Apart from the lavish archaeological setting, Poynter’s version of the story is noteworthy for its presentation of the Queen of Sheba as a non-European. Indeed, one critic of the day described her as ‘a combination of & an Egyptian and an Indian Queen’.8 Her opulent appearance was probably influenced by the contemporary French Romantic movement, for books such as G￩rard de Nerval’s Voyage en Orient (1851), Flaubert’s Tentation de Saint Antoine (1856-7, 1874) and Gounod’s opera, La Reine de Saba (1862) had transformed the biblical queen into an oriental femme fatale. Poynter had studied in Paris in the 1850s and would have been well aware of this Romantic Orientalist interpretation.
The mixture of archaeology and exoticism in Poynter’s painting created quite an impression, and provided fertile source material for later theatrical visualisations of the Queen of Sheba, including various circus extravaganzas by Barnum and Bailey and the Ringling Brothers. The latter staged a lavish ‘spectacle’ of Solomon and Queen of Sheba in America in 1915 which included ‘300 dancing girls, 735 horses, 400 singers and a 90-piece orchestra’. 9 But it was Hollywood cinema that really ensured that the nineteenth century vision of the Queen of Sheba was kept alive. Film director, King Vidor’s 1959 production of Solomon and Sheba incorporated ancient Assyrian and Persian motifs into the elaborate costumes and sets. A strong element of theatrical archaeology was now an essential part of any Hollywood Biblical ‘epic’. But the choice of the Italian actress Gina Lollobrigida for the role of ‘Sheba’ showed Hollywood reverting to an earlier, more conventional European concept of the Queen. Lollobrigida might be exotic but she would never be mistaken for an Arab or Ethiopian. Indeed, it was only in 1995, with the American television film Solomon and Sheba that the non-Western origins of the Biblical Queen were finally acknowledged by casting the African-American Halle Berry in the title role.

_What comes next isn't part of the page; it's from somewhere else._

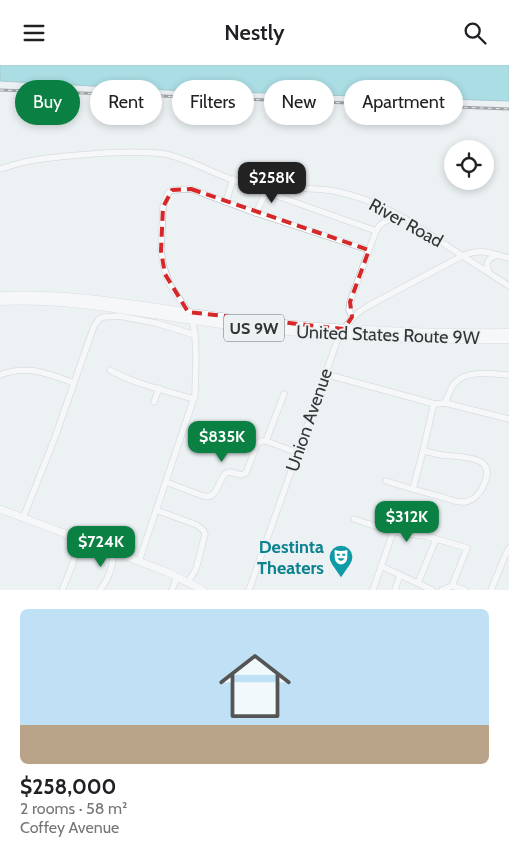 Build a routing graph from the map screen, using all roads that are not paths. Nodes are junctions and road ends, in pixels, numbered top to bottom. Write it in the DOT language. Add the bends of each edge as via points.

1 Kings 10: 1-13. This passage in the First Book of Kings is repeated almost verbatim in the Second Book of Chronicles (2 Chronicles 9: 1-12).
2 1 Kings 10: 1-3.
3 M. Warner, ‘In and Out of the Fold: Wisdom, Danger and Glamour in the Tale of the Queen of Sheba’, in C. Buchmann and C. Spiegel (eds.), Out of the Garden: Women Writers on the Bible, New York, 1994, pp. 152-53.
4 Queen of Sheba: Treasures from Ancient Yemen, British Museum, 9 June-13 October 2002.
5 From ‘The Ant’: Surah xxvii: 15-44.
6 Warner op. cit., 1994, p. 154.
7 Luke 11: 31.
8 The Times, 17 May 1890, p. 17.
9 L. Llewellyn-Jones, ‘The Queen of Sheba in Western Popular Culture 1850-2000’, in Queen of Sheba: Treasures from Ancient Yemen, British Museum Press, London 2002, p. 17.